Calgary, Alberta-based fuel marketer and convenience retailer Parkland Corp. has initiated a strategic review of the company to identify opportunities to maximize value for all shareholders. This could include asset divestments, acquisitions, transformative business combinations and a sale of the company.
"Parkland’s board remains committed to acting in the best interests of all shareholders,” said Michael Jennings, chair of Parkland’s board of directors. “While we are confident in the tremendous value creating potential of our business, strategic plan and management’s ability to execute, the current share price does not fully reflect the intrinsic value of the company. As a result, our board believes the strategic review is a necessary step to explore opportunities to maximize value creation for all shareholders. We are openly inviting Simpson Oil to rejoin the company’s board and participate on the special committee.”

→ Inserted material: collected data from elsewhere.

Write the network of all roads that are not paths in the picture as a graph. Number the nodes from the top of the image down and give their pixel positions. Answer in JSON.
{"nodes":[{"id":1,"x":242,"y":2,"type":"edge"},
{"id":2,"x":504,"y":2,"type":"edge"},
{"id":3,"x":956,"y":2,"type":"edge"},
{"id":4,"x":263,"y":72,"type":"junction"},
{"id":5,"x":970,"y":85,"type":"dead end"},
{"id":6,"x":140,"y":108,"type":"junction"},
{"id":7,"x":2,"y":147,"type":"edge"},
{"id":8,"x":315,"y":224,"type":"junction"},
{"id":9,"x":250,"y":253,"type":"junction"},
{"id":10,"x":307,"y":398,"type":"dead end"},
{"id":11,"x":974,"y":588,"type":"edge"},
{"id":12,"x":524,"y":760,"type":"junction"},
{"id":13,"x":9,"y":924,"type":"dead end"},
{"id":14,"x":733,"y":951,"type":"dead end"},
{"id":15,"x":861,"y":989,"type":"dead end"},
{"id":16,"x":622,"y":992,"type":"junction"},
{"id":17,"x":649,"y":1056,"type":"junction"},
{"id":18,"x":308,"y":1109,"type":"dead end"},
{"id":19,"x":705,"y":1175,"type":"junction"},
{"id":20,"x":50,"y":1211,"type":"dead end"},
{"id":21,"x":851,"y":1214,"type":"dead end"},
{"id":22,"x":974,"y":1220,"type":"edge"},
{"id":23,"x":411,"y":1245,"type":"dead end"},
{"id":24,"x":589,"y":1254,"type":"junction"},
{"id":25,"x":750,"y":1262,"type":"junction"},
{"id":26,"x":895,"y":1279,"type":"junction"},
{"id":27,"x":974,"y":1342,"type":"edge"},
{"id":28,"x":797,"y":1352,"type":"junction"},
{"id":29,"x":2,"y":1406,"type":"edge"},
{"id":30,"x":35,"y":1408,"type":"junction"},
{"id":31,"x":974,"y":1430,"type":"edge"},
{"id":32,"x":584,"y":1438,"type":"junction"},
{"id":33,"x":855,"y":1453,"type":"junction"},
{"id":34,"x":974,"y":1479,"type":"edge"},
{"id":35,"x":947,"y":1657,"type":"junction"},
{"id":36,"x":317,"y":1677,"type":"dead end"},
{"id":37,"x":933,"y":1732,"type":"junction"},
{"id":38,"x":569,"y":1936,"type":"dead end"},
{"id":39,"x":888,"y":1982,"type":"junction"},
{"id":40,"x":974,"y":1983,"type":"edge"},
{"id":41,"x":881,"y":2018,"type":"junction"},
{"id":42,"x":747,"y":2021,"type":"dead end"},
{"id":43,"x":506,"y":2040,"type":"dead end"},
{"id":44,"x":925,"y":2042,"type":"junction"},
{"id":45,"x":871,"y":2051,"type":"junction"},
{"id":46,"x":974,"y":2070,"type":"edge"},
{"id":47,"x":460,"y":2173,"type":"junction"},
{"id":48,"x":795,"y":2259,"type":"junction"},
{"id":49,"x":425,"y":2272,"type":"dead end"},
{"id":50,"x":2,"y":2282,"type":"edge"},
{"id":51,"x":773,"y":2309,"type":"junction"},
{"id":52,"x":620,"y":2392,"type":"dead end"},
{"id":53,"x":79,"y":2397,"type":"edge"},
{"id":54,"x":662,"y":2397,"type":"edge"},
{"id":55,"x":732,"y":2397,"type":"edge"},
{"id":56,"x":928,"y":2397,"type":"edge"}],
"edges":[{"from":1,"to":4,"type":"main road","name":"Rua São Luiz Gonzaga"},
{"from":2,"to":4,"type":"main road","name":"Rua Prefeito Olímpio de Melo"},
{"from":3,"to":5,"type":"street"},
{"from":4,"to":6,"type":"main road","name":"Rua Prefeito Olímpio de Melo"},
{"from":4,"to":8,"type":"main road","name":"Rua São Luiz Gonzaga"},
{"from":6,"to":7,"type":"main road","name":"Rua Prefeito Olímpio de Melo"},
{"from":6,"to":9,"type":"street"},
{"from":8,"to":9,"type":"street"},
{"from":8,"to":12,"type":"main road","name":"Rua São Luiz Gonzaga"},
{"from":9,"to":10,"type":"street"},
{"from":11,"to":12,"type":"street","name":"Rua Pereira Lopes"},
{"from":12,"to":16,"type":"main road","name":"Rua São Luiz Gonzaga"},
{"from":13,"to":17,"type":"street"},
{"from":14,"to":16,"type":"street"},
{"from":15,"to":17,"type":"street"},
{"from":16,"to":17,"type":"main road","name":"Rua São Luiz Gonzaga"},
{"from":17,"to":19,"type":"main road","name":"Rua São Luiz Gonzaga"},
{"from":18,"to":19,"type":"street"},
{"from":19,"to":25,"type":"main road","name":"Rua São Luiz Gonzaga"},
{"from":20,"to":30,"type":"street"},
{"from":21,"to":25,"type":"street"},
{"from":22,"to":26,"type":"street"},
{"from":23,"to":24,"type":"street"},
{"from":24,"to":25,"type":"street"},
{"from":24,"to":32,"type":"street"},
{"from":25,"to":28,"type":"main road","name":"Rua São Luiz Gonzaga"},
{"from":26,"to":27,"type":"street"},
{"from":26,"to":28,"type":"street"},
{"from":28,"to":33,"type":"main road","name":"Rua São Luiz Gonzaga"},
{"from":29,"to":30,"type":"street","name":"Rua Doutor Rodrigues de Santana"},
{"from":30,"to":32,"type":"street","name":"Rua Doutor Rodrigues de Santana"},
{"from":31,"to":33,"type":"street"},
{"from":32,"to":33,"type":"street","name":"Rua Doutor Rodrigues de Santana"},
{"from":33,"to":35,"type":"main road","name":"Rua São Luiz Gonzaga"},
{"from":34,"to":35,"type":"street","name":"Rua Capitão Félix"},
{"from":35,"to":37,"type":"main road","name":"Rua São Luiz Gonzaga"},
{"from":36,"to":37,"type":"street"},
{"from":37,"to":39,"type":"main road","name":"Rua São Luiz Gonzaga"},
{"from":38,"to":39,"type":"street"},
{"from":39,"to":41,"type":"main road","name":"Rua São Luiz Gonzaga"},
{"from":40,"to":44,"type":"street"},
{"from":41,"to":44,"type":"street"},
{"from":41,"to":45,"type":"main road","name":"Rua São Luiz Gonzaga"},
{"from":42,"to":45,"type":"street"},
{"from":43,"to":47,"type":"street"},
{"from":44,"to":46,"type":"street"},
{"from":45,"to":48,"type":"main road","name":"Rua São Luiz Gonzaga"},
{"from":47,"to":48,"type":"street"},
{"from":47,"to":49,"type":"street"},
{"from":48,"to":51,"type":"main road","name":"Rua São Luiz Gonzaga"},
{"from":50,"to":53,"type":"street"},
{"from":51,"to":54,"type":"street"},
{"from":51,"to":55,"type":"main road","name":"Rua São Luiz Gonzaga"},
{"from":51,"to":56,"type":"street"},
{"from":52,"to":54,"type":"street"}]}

Parkland’s largest shareholder, Simpson Oil Ltd., had called for a strategic review in April 2024. Simpson Oil initiated litigation against Parkland in August over the status of their governance agreement, which has since been settled in court. Simpson Oil’s nominees to Parkland’s board left the board of directors in January 2024.
During the review process, the company will analyze and evaluate its business strategy and optimization opportunities, Parkland said. The strategic review will be led by a special committee of the board that is comprised of independent directors. Parkland has engaged Goldman Sachs Canada Inc. and BofA Securities as its financial advisors for the review.
Parkland Corp. is No. 38 on CSP’s 2024 Top 202 ranking of U.S. convenience-store chains by store count.
There are no guarantees as to whether this strategic review process will result in a transaction or what the timing of that transaction would be, Parkland said. It will continue to engage with its shareholders through the process, Parkland said, and “provide periodic updates on its progress.”
Fourth-Quarter 2024 Earnings
Parkland shared the news Wednesday in its fourth-quarter earnings report for the period ending Dec. 31.
It reported adjusted EBITDA (earnings before interest, taxes, depreciation and amortization) of $298.53 million (U.S.) for fourth-quarter 2024, as compared to $322.92 million in fourth-quarter 2023. It had a net loss of $20.23 million (12 cents per share, basic) as compared to net earnings of $59.98 million (34 cents per share, basic) in fourth-quarter 2023.
Parkland USA delivered adjusted EBITDA of $22.32 million in fourth-quarter 2024 compared to $27.2 million in fourth-quarter 2023. Full-year results for Parkland USA “fell below expectations as unfavorable market conditions negatively impacted industry volumes and margins, overshadowing Parkland’s integration and optimization efforts,” the company said.
Its full year adjusted EBITDA was $1.18 billion for 2024 compared to $1.33 billion in 2023.
“As the company initiates a strategic review, I want to thank the Parkland team for their dedication in 2024 and their continued focus on serving our customers,” said Bob Espey, Parkland Corp. president and CEO. “The team made great progress executing our priorities and building a platform for growth during the year. In 2024, our combined retail and commercial businesses demonstrated resilience in a challenging environment. While the Refinery and USA segments fell short of our expectations, partly due to unfavorable external market factors, our continued focus on operational excellence and serving our customers, combined with higher expected composite utilization of the Burnaby Refinery, gives me confidence in our 2025 guidance.”
Parkland Corp., Calgary, Alberta, has 210 company-operated c-stores in the United States under Parkland USA, with about 450 dealer sites. It has about 4,000 retail and commercial locations total. Its retail brands include On the Run. In September, it said it would sell its struggling Florida retail and commercial businesses.
Parkland has had several leadership changes over the past year. It combined its commercial and retail operations in the United States and international regions under Sanker in July. Then in December, it said its CFO Marcel Teunissen would transition to the role of president, North America, on Jan. 1. Also, in 2025, it expects to complete its previously announced divestment program, which it expects to exceed $355.4 million in sales of noncore assets.